There have been a number of of cases, which are linked from Wikipedia (https://en.wikipedia.org/wiki/GNU_General_Public_License#Leg...) - most recently Entr’Ouvert v. Orange had a strong judgement (under French law) in favour of the GPL.
Conversely, to my knowledge there has been no court decision that indicates that the GPL is _not_ enforceable. I think you might want to be more familiar with the area before you decide if it's legally questionable or not.
I'm not suggesting that you avoid following it.

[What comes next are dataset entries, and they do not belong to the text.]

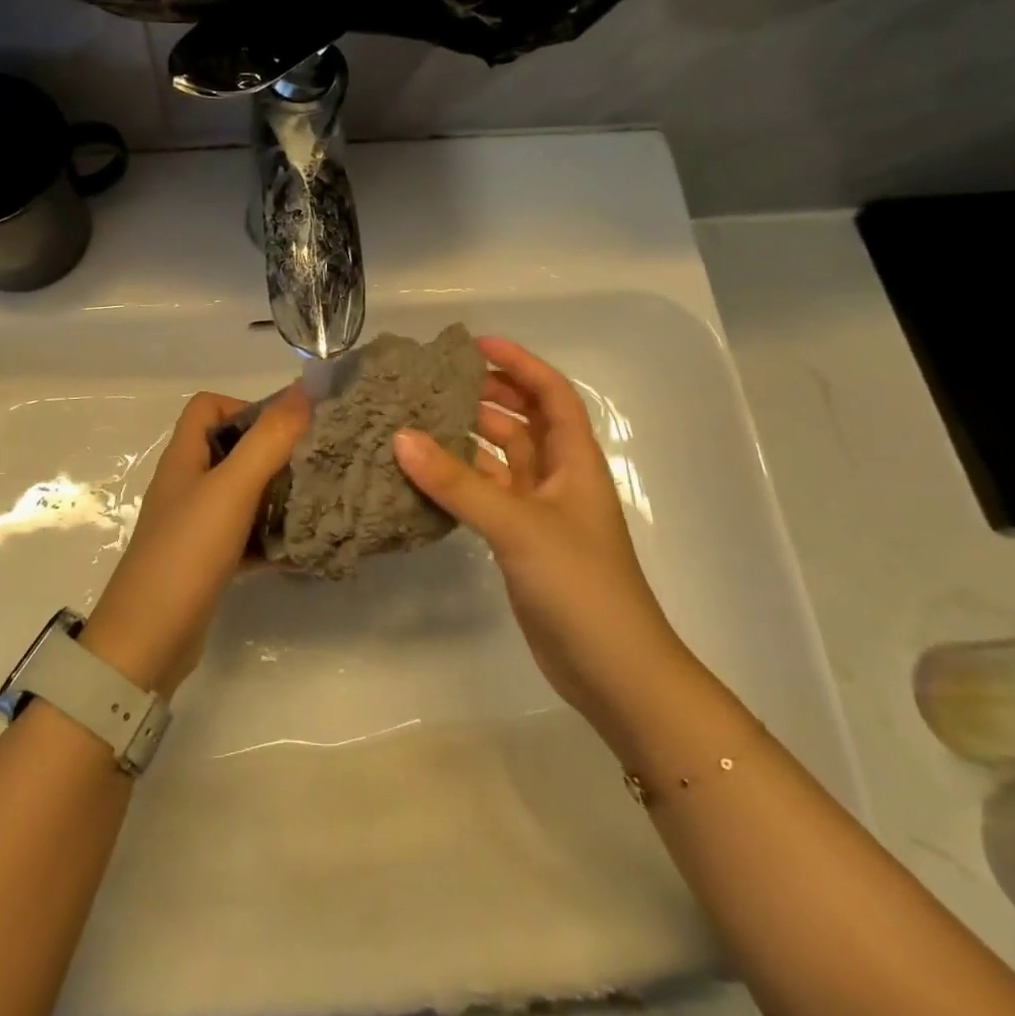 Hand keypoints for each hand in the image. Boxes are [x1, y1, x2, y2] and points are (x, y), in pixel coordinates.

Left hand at [80, 387, 309, 696]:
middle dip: (274, 452)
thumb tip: (305, 388)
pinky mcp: (206, 561)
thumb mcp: (231, 489)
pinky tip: (302, 548)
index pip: (209, 407)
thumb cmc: (187, 552)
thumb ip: (268, 439)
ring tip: (318, 502)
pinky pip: (246, 536)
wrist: (148, 641)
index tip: (285, 431)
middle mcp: (187, 484)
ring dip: (277, 494)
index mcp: (184, 458)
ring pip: (242, 494)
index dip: (246, 407)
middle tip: (316, 464)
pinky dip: (271, 536)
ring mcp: (195, 525)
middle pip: (232, 449)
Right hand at [392, 336, 691, 731]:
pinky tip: (424, 475)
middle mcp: (558, 478)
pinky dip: (459, 481)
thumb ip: (458, 483)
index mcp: (575, 460)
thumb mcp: (519, 525)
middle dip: (488, 396)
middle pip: (524, 421)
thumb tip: (402, 437)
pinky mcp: (521, 542)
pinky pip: (485, 495)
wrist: (612, 670)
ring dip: (467, 439)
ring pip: (500, 459)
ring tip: (418, 420)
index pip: (551, 394)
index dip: (520, 363)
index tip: (476, 345)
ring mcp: (539, 512)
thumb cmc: (580, 584)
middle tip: (437, 382) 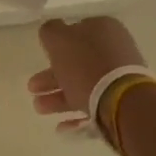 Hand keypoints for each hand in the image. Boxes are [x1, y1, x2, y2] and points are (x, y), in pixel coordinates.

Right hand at [27, 17, 147, 133]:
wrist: (121, 101)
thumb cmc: (86, 65)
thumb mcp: (59, 39)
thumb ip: (50, 31)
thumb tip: (52, 31)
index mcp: (103, 29)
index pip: (76, 32)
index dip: (56, 45)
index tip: (42, 58)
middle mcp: (114, 50)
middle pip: (77, 62)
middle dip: (51, 77)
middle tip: (32, 88)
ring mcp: (120, 77)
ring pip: (83, 85)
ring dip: (58, 97)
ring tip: (39, 108)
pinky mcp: (122, 101)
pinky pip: (95, 105)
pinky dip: (77, 114)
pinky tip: (61, 126) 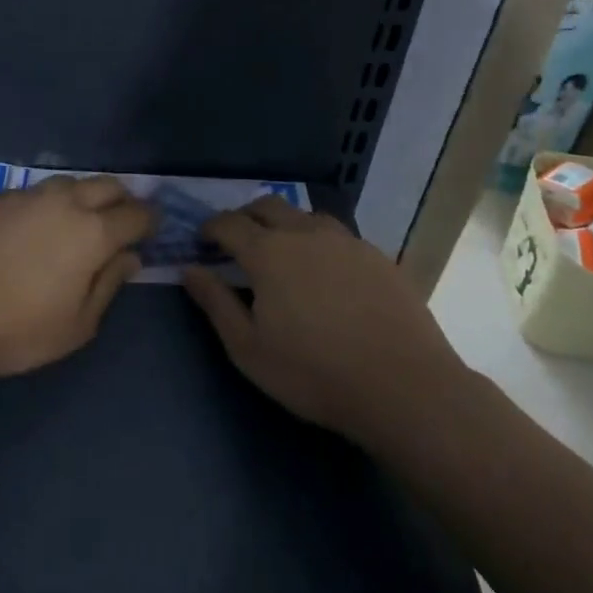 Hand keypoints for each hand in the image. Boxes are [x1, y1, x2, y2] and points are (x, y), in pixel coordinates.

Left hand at [0, 175, 155, 380]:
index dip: (150, 220)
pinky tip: (34, 224)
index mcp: (92, 232)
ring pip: (69, 182)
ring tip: (78, 218)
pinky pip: (33, 191)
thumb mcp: (78, 324)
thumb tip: (130, 257)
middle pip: (106, 185)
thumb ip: (109, 284)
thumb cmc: (17, 331)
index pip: (136, 214)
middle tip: (121, 220)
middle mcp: (64, 202)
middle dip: (122, 199)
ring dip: (84, 195)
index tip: (153, 228)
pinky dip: (46, 202)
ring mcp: (26, 195)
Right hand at [181, 196, 468, 446]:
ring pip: (305, 216)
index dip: (210, 228)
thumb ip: (215, 303)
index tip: (203, 241)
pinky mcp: (377, 256)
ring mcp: (346, 241)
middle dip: (245, 217)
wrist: (403, 386)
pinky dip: (318, 241)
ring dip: (284, 224)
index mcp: (268, 252)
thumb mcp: (248, 348)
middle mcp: (305, 233)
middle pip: (267, 206)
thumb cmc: (313, 373)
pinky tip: (325, 271)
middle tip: (237, 241)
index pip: (229, 223)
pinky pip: (337, 235)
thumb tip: (189, 269)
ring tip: (282, 252)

I'm just not that convinced it's enforceable in the US. The French ruling is good, though.
If you don't like the license, then don't accept it.
You are then restricted by copyright just like with any other creation.
If I include the source code of Windows into my product, I can't simply choose to re-license it to say public domain and give it to someone else, the license that I have from Microsoft to allow me to use their code won't let me - it provides restrictions. It's just as "viral" as the GPL.
I like the GPL. I just don't know how much you can actually enforce it.
Also, "don't use my code" is not viral. If you break the MSFT license, you pay them, which is a very well-tested path in courts. The idea of forced public disclosure does not seem to be.